Exercise details: Pull every line with "Ichida" from the data below and copy it.

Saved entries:
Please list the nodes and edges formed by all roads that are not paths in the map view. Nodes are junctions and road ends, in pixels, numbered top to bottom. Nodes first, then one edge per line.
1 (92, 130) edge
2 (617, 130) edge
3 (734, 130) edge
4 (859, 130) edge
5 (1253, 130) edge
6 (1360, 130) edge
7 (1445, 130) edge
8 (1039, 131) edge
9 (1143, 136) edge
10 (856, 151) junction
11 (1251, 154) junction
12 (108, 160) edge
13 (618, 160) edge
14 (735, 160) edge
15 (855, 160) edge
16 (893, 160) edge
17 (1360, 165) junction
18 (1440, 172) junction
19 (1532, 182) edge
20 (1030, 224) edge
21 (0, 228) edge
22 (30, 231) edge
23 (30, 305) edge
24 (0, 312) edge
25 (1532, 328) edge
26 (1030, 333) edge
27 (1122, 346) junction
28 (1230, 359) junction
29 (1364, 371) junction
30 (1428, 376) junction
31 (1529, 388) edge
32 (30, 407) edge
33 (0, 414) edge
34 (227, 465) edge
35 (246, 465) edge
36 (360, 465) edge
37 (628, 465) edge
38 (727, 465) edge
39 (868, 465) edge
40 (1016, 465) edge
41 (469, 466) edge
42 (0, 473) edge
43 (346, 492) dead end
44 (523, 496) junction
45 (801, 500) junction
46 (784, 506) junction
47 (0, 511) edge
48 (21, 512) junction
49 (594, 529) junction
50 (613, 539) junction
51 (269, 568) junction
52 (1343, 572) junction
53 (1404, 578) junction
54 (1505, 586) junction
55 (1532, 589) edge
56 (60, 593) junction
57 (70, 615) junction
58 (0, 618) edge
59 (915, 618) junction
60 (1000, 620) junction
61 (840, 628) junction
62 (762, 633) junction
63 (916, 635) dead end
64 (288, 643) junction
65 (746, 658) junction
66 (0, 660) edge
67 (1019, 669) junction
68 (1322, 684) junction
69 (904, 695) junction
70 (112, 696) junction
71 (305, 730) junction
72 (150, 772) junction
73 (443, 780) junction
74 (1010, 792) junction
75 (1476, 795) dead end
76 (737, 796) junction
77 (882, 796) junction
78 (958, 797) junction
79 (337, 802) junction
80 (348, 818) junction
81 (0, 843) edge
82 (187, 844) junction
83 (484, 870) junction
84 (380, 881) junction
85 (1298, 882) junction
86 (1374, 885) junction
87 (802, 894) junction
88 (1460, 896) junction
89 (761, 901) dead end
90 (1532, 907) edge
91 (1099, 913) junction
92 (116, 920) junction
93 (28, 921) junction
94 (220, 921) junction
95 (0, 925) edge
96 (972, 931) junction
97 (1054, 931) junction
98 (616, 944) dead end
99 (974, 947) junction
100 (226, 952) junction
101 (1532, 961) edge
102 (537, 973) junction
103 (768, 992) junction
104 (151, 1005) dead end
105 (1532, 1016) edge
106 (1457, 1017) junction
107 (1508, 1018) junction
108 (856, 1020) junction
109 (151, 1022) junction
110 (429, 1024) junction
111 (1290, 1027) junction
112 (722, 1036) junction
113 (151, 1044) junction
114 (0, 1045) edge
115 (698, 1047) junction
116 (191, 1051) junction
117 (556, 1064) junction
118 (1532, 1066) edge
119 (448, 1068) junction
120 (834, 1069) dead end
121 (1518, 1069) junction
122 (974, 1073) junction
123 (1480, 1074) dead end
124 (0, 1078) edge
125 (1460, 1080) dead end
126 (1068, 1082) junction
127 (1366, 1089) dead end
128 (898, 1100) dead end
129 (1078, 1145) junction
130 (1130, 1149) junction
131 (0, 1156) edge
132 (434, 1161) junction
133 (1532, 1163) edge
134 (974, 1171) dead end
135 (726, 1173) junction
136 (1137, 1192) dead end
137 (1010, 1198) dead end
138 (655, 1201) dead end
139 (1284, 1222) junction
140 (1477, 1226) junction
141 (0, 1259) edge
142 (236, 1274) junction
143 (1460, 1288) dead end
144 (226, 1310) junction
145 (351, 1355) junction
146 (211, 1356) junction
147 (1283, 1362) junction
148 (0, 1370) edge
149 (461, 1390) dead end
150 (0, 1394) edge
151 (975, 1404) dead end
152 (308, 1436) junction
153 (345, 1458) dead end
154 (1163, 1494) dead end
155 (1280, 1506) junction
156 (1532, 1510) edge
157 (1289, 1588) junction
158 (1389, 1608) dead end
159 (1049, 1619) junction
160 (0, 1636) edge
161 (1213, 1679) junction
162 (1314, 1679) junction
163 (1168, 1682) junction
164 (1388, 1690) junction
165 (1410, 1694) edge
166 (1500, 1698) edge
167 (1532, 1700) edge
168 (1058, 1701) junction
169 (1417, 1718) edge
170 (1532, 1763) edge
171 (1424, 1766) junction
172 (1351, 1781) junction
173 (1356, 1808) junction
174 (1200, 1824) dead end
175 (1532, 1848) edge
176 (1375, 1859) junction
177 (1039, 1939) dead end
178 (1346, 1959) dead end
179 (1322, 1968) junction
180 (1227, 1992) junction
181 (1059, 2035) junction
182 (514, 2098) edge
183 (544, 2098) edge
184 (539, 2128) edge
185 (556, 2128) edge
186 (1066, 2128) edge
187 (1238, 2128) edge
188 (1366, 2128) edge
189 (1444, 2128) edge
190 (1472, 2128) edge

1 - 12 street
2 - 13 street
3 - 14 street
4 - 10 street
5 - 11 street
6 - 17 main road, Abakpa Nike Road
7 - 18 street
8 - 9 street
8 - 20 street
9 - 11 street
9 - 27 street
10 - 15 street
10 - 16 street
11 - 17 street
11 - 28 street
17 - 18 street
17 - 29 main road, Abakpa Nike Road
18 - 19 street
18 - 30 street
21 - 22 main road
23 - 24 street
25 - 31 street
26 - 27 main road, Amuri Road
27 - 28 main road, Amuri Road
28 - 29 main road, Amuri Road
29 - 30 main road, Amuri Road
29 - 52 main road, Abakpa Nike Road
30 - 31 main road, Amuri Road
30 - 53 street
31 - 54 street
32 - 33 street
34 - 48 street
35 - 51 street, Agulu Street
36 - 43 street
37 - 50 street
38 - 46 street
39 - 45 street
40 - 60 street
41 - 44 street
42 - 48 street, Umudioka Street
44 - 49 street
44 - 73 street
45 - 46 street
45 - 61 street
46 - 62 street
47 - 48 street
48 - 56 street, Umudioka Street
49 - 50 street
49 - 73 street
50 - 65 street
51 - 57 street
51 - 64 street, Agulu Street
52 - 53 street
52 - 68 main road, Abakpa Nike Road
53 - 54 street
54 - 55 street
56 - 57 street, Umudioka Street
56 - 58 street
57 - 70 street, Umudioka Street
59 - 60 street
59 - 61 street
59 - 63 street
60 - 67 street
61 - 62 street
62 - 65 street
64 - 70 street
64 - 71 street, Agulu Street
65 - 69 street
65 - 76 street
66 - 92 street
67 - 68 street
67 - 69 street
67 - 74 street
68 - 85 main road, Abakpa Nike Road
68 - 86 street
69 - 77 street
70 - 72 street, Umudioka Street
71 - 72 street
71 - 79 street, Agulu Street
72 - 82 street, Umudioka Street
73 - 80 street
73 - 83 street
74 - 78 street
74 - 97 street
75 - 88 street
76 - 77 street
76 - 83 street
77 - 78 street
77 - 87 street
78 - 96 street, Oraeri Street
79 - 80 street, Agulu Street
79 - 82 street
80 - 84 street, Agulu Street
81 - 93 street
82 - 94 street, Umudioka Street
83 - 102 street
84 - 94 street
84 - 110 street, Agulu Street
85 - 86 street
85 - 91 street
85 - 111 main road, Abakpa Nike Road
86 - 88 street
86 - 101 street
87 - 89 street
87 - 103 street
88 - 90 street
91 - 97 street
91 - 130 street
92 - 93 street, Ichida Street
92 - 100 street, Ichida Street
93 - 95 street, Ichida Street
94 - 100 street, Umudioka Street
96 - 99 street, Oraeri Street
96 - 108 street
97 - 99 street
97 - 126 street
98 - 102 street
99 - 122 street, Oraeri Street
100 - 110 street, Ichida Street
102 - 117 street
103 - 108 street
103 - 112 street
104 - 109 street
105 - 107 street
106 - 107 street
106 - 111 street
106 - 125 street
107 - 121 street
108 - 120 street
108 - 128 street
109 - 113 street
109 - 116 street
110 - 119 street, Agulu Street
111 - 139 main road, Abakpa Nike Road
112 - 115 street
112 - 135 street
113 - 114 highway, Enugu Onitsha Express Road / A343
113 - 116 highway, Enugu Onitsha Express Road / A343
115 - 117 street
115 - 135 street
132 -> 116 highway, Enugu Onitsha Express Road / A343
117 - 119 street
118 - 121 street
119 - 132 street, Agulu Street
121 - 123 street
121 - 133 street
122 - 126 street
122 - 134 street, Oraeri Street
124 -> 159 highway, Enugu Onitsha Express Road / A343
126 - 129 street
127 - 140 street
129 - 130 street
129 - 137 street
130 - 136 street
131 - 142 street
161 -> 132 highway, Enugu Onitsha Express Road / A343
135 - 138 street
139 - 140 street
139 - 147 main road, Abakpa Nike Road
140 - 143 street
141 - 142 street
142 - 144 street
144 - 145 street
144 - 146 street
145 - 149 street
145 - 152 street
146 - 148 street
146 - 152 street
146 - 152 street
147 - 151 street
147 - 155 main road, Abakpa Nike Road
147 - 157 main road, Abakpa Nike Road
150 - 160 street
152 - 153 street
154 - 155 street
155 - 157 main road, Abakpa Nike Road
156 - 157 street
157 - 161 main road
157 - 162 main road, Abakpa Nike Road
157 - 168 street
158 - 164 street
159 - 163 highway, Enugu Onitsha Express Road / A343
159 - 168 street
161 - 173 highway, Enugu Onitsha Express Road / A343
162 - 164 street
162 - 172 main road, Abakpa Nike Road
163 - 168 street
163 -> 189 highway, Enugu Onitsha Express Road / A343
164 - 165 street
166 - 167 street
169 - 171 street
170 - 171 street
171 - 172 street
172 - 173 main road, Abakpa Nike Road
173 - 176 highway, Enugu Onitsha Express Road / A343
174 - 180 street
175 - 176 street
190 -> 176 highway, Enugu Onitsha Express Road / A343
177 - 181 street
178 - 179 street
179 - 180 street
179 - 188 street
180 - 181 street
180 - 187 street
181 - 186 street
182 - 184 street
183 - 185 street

Reply to the exercise:
92 - 93 street, Ichida Street
92 - 100 street, Ichida Street
93 - 95 street, Ichida Street
100 - 110 street, Ichida Street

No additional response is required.